What you are asked to do →
Among the lines of the records, please find those that contain the word "numbered" and copy them.

Raw data →

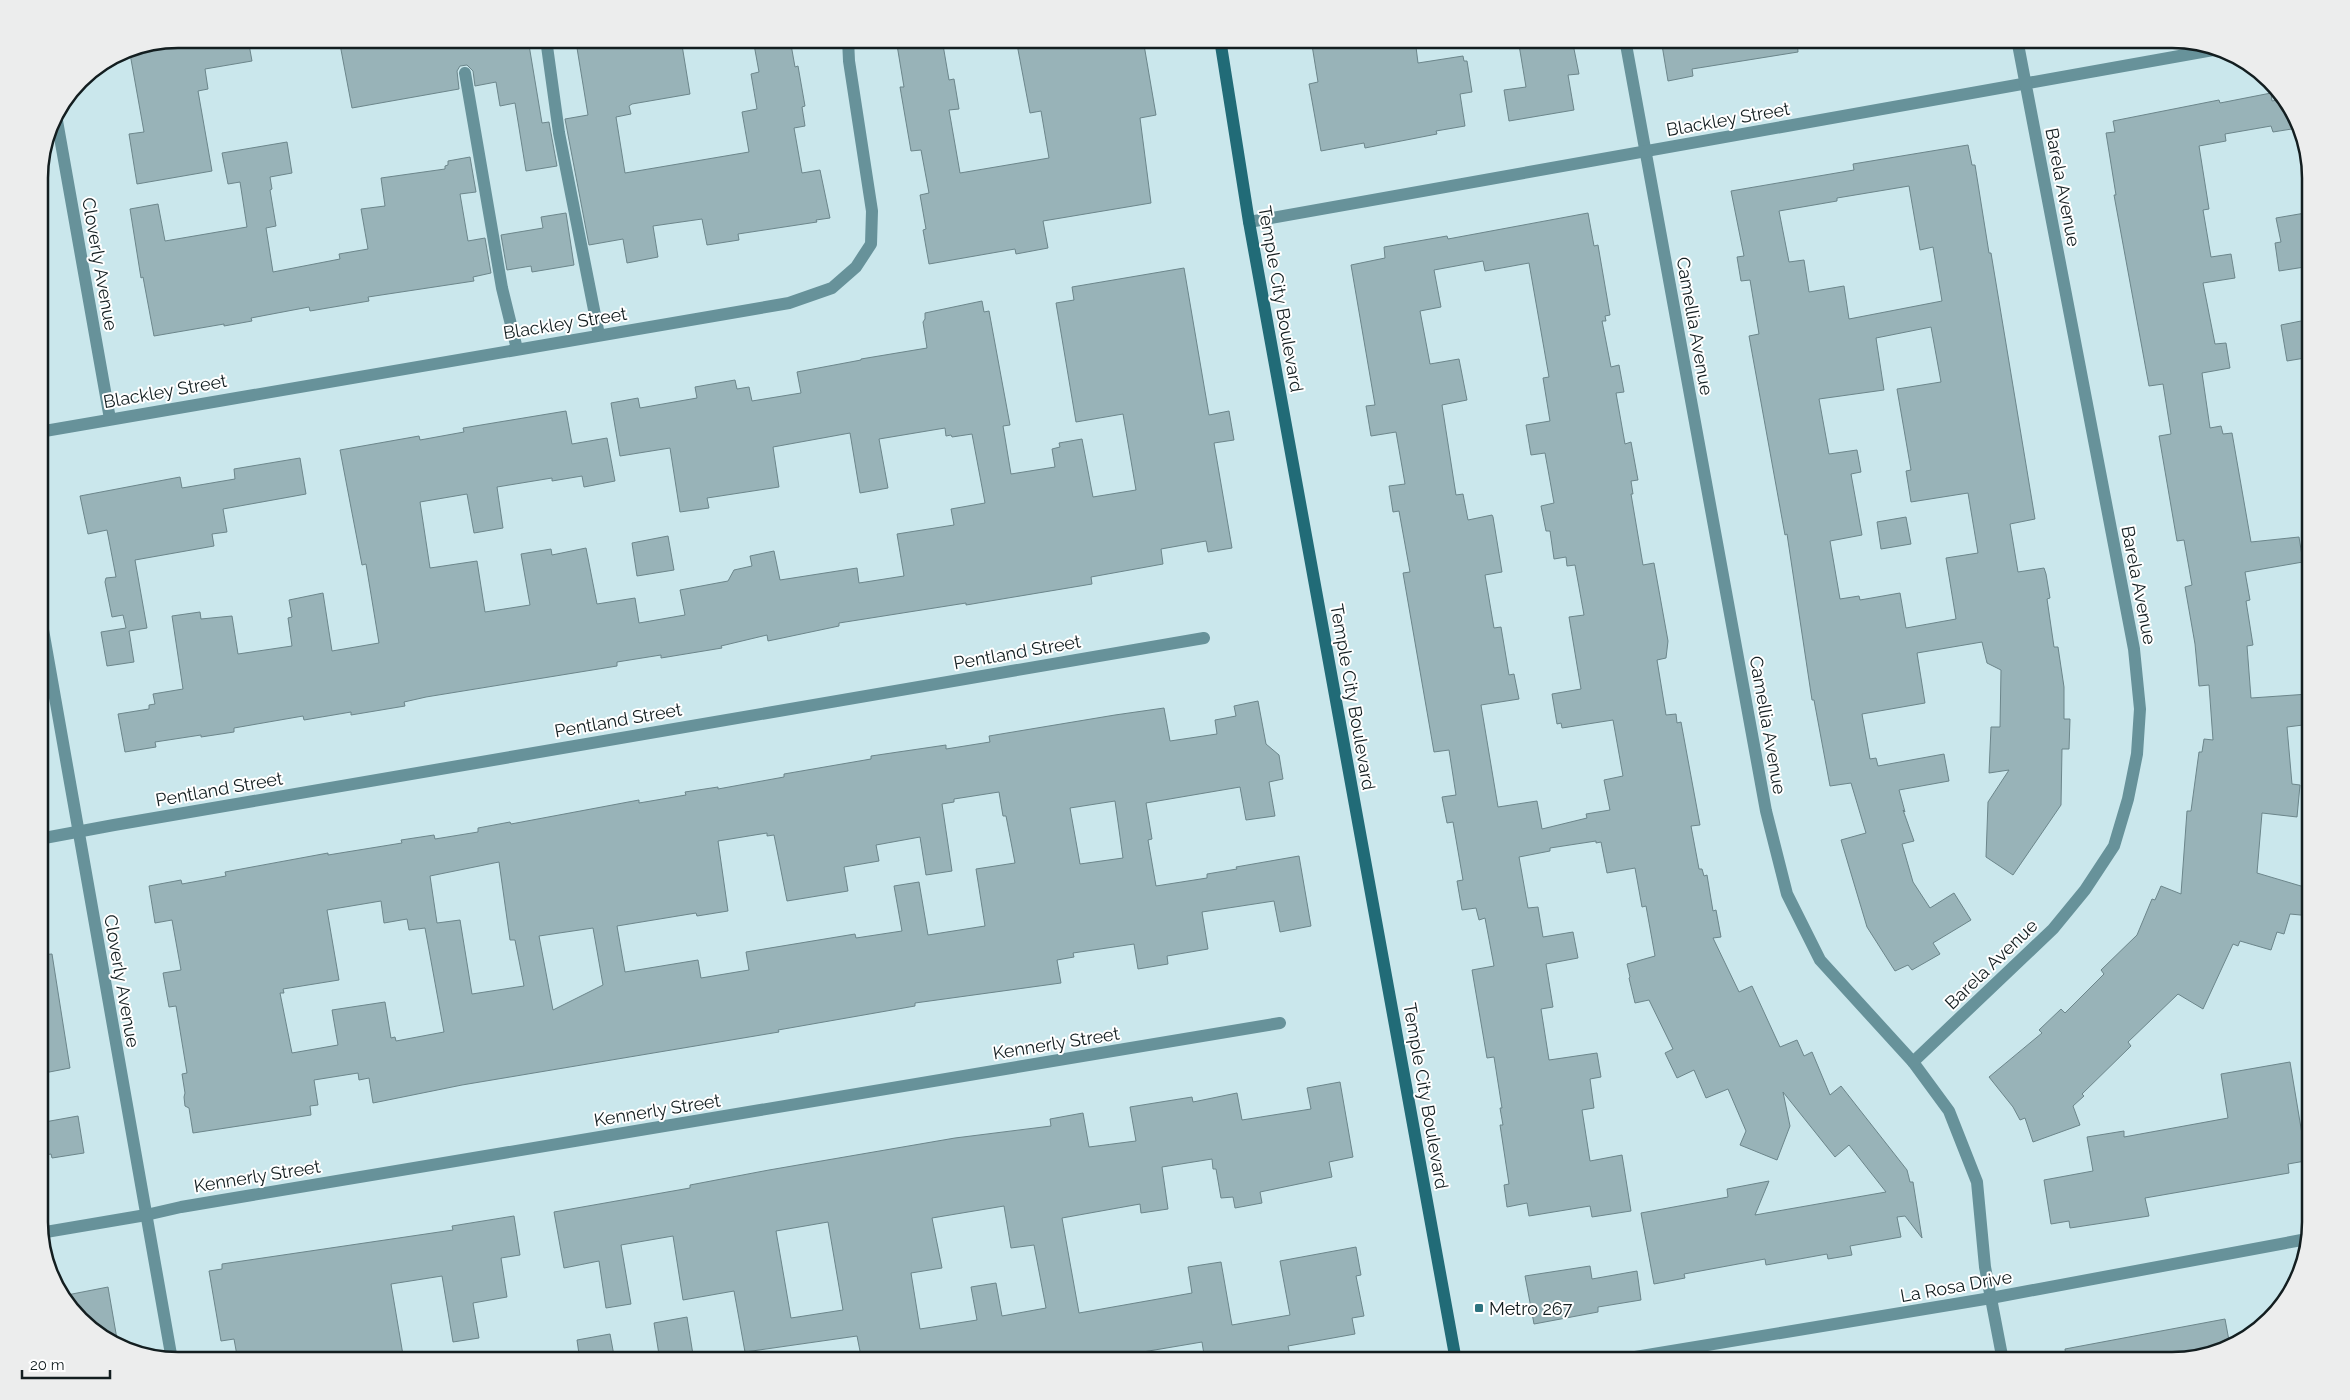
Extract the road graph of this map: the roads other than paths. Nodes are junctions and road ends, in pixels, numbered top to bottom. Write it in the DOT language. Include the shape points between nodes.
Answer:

--

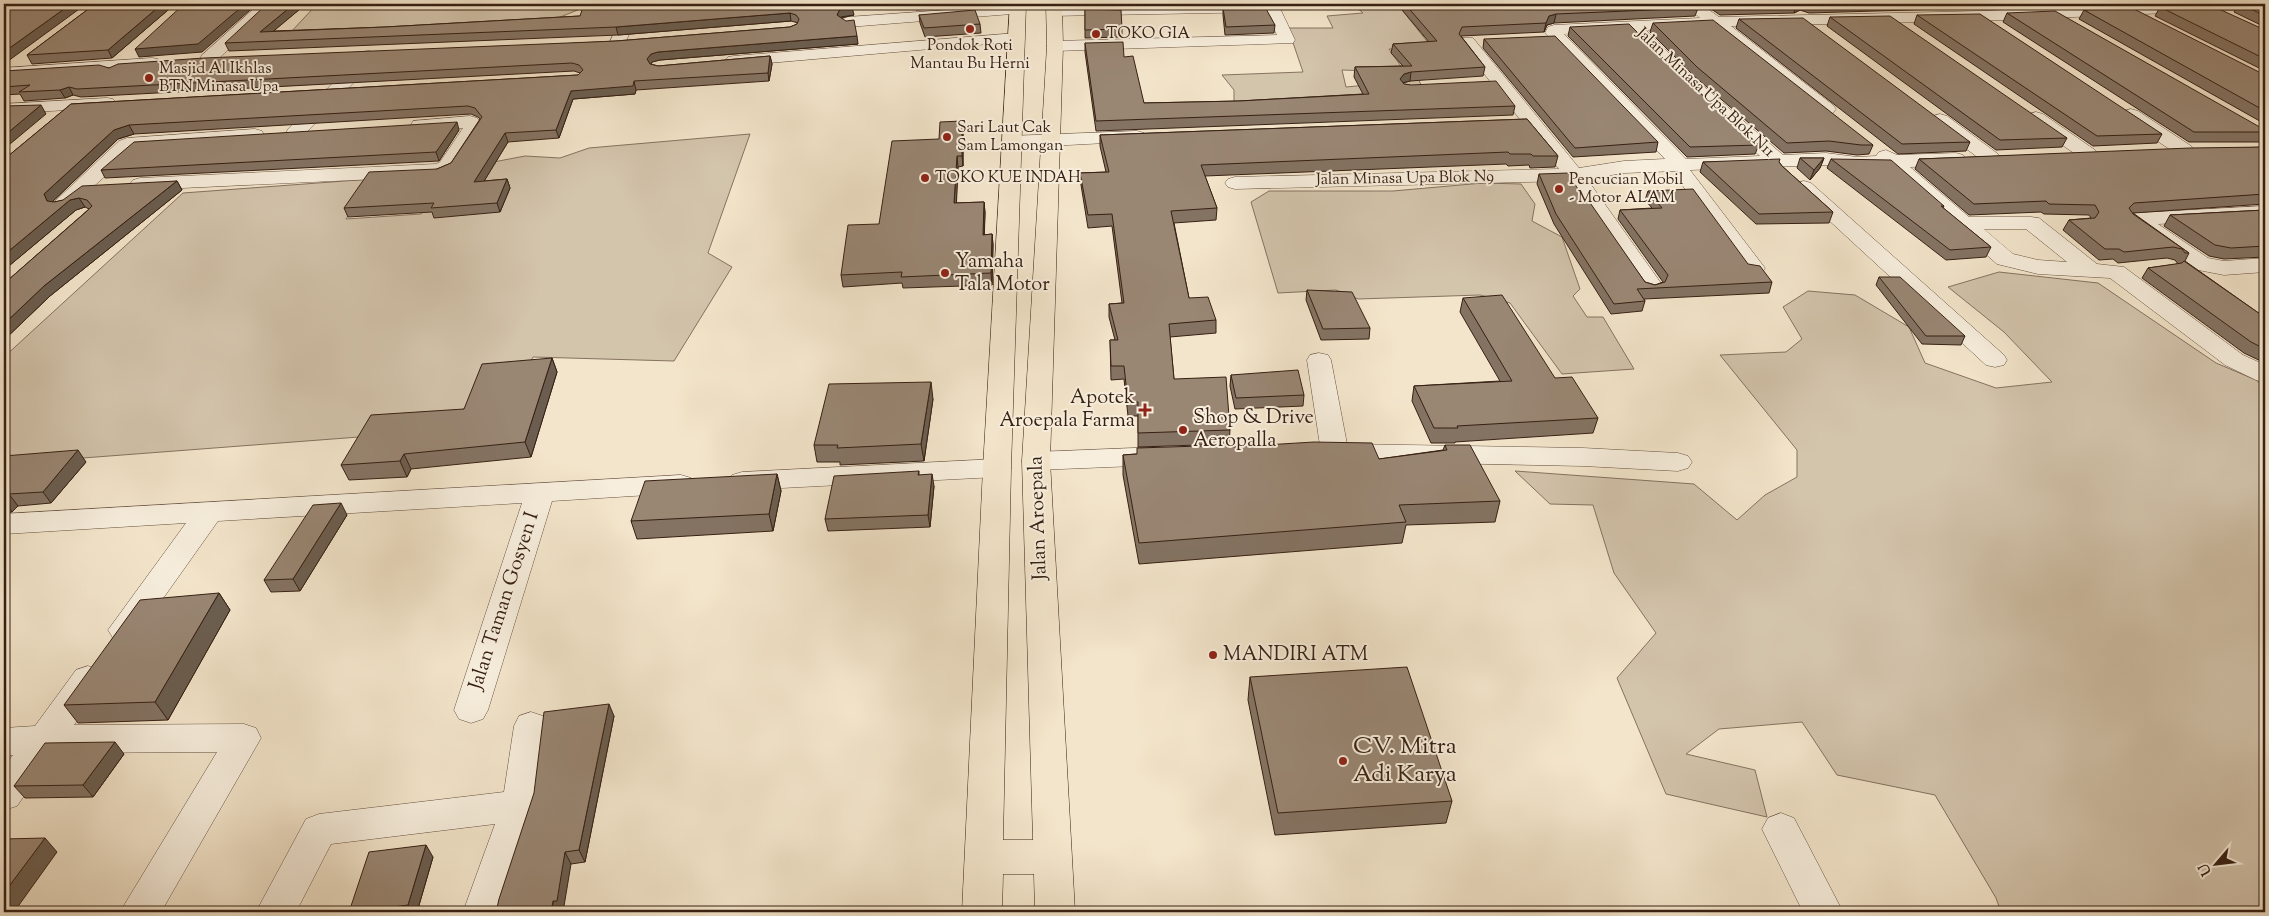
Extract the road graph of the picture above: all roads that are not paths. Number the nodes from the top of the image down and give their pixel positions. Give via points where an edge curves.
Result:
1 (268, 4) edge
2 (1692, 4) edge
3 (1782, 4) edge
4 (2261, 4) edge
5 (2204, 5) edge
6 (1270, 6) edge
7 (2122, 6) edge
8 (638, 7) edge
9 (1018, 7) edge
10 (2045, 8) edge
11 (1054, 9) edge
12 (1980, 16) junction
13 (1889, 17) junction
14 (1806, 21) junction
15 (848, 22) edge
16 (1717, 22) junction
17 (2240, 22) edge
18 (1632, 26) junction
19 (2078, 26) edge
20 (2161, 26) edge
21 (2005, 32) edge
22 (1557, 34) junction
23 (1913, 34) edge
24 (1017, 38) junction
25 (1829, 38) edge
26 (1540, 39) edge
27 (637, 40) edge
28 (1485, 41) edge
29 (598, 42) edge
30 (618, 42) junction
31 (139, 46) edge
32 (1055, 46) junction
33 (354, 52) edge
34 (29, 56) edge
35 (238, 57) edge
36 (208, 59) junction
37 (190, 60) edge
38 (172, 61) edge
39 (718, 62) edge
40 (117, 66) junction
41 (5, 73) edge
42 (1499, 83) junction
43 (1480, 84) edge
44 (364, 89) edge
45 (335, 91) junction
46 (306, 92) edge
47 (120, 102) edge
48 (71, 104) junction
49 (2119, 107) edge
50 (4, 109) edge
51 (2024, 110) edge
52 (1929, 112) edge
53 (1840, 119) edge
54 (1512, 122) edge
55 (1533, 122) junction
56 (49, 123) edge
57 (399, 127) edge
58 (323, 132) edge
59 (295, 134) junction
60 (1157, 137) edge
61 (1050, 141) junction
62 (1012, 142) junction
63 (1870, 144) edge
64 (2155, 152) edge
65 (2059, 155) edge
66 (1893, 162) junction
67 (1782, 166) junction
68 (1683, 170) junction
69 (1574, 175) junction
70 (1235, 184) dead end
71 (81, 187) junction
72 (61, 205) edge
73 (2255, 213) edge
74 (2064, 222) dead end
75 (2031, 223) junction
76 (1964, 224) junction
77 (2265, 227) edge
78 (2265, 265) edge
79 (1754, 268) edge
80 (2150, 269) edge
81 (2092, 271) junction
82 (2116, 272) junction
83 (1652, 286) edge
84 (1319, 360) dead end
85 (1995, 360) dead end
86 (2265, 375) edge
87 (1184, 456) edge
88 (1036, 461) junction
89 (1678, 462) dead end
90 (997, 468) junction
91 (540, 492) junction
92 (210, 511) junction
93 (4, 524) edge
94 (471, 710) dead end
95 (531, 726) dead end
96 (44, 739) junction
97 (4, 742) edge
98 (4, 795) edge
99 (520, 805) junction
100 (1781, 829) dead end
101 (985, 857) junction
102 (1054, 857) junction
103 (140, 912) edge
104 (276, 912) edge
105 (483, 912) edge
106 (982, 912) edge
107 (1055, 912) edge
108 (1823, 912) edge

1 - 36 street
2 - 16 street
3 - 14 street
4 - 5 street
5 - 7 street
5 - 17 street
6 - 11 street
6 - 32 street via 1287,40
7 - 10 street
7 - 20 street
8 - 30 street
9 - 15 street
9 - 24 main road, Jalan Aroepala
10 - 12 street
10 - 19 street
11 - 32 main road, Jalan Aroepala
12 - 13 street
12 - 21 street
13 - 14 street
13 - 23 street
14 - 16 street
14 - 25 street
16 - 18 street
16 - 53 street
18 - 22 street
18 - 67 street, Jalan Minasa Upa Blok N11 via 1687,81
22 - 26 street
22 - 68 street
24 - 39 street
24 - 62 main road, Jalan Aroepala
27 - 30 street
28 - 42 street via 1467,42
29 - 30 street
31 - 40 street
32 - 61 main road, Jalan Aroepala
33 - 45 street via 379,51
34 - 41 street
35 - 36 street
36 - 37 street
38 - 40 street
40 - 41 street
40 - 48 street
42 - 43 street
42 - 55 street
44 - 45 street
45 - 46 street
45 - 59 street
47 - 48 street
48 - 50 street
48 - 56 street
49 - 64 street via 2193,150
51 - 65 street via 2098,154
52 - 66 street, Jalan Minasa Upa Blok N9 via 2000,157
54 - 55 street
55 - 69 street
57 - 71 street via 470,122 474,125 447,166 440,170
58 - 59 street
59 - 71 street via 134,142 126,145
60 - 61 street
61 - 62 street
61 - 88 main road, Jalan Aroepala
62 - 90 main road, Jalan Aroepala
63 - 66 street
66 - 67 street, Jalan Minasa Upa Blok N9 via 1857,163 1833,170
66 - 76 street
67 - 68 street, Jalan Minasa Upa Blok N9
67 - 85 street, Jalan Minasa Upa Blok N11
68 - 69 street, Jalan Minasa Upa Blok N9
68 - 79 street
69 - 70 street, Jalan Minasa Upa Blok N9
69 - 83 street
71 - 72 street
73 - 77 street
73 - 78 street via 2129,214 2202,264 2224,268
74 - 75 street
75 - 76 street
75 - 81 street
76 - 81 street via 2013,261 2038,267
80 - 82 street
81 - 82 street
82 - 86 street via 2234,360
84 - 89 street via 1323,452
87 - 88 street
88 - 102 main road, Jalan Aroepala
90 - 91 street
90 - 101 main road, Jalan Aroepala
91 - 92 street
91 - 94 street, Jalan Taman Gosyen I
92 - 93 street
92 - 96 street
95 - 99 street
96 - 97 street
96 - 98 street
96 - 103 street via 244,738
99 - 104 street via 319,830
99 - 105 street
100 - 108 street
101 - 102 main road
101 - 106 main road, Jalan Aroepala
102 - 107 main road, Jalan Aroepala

---

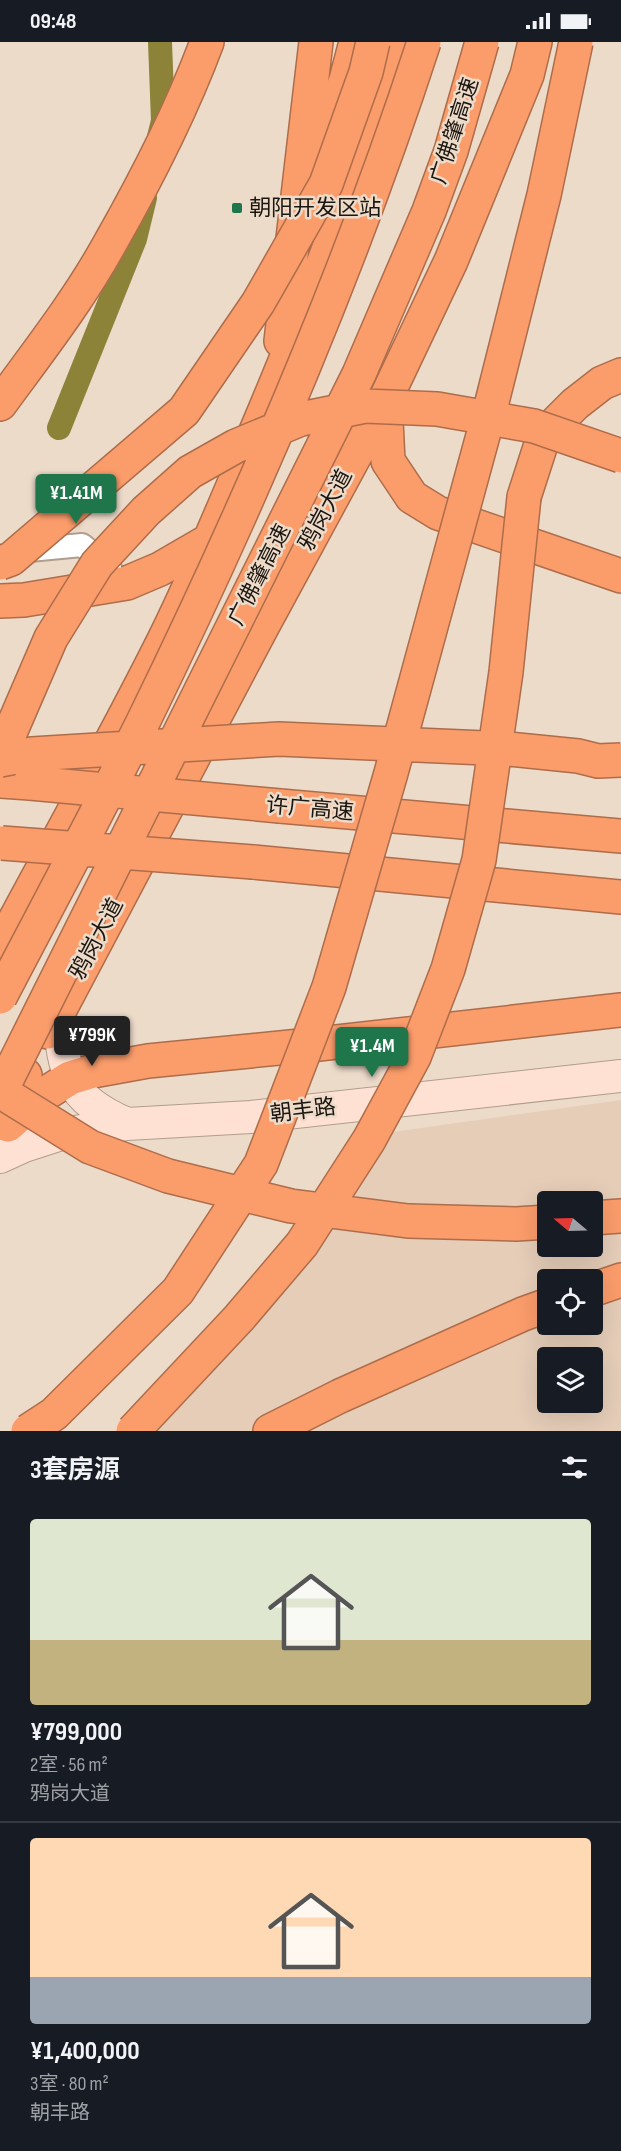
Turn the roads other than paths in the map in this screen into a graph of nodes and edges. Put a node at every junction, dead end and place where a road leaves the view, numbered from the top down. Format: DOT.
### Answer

Written answer →
Extract the road graph of this map: the roads other than paths. Nodes are junctions and road ends, in pixels, numbered top to bottom. Write it in the DOT language. Include the shape points between nodes.
Turn the roads other than paths in the map in this screen into a graph of nodes and edges. Put a node at every junction, dead end and place where a road leaves the view, numbered from the top down. Format: DOT.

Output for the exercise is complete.